The proposed fuzzy rule-based expert system evaluates the performance degree of intellectual capital based on the model proposed by Tai and Chen [3] using performance level and importance level of each intellectual item. In this expert system, the importance and performance level of each intellectual item are determined indirectly through asking some questions from managers.

The main contributions of this paper are as follows.(i)Instead of asking managers directly about the status of enterprise’s intellectual items—so as previous works—the importance and performance level of each intellectual capital is determined indirectly through asking some question. (ii)Developing two sets of rules (totally about 80 rules) for each intellectual capital items to assess the overall status of intellectual capital more efficiently (one rule set for importance level and one for performance level).
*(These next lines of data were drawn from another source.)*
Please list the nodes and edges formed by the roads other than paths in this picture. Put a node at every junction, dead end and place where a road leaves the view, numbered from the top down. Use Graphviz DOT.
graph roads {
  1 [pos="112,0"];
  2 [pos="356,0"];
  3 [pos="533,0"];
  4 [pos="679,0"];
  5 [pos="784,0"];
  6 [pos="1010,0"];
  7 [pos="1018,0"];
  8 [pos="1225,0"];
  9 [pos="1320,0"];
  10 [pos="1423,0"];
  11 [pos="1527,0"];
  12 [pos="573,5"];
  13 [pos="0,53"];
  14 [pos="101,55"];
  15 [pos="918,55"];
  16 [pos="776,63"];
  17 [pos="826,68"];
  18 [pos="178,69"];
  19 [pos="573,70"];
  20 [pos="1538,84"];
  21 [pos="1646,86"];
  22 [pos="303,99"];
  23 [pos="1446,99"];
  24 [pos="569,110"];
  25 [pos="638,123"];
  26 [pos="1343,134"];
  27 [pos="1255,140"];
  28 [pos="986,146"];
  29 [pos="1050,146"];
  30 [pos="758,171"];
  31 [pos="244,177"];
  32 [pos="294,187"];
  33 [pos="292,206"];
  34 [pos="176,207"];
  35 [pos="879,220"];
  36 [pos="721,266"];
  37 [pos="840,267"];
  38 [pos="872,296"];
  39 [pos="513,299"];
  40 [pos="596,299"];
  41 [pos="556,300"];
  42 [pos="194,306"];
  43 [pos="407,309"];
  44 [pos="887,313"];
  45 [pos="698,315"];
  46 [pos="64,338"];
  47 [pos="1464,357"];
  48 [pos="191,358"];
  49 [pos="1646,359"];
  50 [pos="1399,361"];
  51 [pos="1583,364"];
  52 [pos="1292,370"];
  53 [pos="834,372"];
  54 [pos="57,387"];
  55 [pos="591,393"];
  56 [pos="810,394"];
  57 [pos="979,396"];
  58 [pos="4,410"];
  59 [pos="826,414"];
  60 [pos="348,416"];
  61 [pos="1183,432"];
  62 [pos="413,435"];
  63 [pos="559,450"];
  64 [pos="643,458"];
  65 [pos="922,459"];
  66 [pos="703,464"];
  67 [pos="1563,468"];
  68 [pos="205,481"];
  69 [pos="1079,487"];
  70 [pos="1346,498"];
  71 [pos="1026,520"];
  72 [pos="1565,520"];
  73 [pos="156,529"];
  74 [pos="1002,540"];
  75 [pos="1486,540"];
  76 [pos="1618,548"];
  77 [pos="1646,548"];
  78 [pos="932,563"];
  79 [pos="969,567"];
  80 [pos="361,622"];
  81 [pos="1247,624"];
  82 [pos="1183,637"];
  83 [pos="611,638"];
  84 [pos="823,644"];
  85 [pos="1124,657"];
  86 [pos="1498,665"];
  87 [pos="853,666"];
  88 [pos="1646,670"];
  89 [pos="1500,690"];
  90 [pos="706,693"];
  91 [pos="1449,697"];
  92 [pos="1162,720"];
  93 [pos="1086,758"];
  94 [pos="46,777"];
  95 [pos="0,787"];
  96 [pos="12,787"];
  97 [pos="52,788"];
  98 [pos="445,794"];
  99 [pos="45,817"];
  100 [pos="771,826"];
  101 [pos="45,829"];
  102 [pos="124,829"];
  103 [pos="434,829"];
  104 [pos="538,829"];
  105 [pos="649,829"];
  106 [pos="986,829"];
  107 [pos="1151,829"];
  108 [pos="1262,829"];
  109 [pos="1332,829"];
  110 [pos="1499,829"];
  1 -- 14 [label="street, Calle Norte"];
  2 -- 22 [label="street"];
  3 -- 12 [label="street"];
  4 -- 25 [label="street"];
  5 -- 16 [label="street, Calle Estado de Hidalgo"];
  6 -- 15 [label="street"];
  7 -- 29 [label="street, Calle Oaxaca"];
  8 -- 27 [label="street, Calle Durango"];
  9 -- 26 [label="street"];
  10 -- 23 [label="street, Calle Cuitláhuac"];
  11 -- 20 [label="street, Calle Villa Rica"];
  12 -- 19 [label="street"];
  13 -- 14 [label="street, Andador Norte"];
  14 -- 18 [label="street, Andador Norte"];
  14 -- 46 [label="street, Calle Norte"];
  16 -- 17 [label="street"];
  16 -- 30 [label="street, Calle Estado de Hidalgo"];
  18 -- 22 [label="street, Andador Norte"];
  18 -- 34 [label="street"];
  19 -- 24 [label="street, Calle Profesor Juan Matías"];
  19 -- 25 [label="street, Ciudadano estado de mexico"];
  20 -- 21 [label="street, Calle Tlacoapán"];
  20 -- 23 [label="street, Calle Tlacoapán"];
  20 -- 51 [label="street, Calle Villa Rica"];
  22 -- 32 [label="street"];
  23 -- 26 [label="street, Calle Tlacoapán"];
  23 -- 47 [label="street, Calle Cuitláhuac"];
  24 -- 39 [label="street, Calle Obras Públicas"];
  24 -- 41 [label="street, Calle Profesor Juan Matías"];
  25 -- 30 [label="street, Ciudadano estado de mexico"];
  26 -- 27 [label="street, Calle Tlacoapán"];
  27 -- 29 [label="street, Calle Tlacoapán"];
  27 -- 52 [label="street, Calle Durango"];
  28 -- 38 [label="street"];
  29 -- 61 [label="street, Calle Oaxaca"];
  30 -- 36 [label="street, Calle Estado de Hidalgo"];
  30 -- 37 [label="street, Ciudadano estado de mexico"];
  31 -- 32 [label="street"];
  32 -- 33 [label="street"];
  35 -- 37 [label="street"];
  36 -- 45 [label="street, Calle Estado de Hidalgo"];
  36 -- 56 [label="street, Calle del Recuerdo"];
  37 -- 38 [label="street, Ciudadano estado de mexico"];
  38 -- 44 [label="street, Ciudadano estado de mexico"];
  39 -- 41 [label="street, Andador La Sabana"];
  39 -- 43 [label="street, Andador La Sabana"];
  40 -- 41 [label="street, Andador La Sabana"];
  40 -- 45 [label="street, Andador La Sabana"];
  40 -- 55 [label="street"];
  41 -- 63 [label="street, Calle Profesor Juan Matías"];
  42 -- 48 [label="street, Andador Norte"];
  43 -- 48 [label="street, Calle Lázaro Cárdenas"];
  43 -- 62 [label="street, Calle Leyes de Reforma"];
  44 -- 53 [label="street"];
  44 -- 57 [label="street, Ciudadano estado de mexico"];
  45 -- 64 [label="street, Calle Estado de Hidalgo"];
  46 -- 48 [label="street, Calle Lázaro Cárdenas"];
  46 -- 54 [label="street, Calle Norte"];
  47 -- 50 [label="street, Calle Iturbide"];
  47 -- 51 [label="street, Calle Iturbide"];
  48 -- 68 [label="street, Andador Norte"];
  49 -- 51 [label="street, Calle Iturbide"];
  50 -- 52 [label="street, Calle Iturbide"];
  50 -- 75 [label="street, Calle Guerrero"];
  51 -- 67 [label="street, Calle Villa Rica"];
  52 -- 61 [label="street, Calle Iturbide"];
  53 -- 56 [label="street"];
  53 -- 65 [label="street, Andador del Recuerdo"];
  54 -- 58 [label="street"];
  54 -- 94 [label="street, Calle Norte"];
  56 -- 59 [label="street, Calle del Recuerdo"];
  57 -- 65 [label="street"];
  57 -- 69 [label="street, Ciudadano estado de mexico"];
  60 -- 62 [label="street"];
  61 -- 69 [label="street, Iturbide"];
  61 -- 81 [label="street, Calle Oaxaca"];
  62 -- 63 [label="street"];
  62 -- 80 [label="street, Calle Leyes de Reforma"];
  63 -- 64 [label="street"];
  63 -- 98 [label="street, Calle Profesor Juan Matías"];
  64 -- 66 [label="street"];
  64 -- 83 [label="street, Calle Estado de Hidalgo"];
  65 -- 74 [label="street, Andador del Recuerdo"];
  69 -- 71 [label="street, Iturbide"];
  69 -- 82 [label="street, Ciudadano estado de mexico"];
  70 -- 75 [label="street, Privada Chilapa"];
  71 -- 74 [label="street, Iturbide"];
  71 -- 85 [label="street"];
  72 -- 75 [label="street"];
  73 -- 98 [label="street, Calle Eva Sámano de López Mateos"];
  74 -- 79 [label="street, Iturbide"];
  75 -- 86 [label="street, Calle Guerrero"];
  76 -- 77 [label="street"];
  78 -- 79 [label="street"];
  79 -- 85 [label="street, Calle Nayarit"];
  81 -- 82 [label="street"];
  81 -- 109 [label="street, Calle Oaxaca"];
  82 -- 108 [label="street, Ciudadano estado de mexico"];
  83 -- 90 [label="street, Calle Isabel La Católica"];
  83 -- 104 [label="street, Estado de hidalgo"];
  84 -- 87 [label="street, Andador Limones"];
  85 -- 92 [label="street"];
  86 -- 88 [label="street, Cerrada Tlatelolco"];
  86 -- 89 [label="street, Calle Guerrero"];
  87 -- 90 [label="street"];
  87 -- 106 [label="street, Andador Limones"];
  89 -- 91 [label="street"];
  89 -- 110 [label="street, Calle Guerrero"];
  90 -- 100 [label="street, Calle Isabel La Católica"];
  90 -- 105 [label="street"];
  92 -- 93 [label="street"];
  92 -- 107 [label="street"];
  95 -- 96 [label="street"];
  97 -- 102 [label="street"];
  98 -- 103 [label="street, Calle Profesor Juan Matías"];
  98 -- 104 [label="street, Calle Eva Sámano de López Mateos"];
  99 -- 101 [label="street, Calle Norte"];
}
This paper is organized as follows. Section 2 introduces the concept of intellectual capital and fuzzy control rules. In Section 3, proposed fuzzy expert system to evaluate intellectual capital is presented. In Section 4, the proposed system is implemented in a real company. Finally, some conclusions and future works are presented at the last section of the paper.

2. Background

2.1. Intellectual Capital (IC)

Edvinsson and Malone [7] define the difference between a firm’s market value and book value as the value of intellectual capital. Stewart [8] defines intellectual capital as “intellectual material—knowledge, information, intellectual property, experience—that can be put to use to create wealth”. He recognizes human capital, structure capital, and customer capital. Sveiby [9] proposed that intellectual capital includes employee competence, internal structure, and external structure. Edvinsson [10] divides structure capital into organization capital and customer capital. Liebowitz and Wright [11] divide intellectual capital into four unique categories such as human capital, customer capital, process capital, and innovation capital. Organization for Economic Cooperation and Development (OECD) [12] describes intellectual capital as “the economic value of two categories of intangible assets of a company: organizational (“structural”) capital and human capital“. Bukh et al. [13] identify that in most models of intellectual capital, human capital, customer capital, and organization capital are the components of intellectual capital.

Human capital is the foundation of IC, a primary element to perform IC’s functions. It refers to such factors as employee’s knowledge, skill, capability, and attitudes in relation to fostering performances which customers are willing to pay for and the company’s profit comes from. Customer capital, which acts as a bridge and a catalyst on the operations of IC, is the main requirement and determinant in converting IC into market value and thereupon organization business performance [14]. Structural capital is the use of the part of the intellectual capital that is owned by the company. Edvinsson [6] defines the term as: “Hardware, software, databases, organizational structure, patents, trademarks, and everything else of organizational capability that supports that employee’s productivity. Everything left at the office, when the employees go home. Unlike human capital, structural capital can be owned and thereby traded.”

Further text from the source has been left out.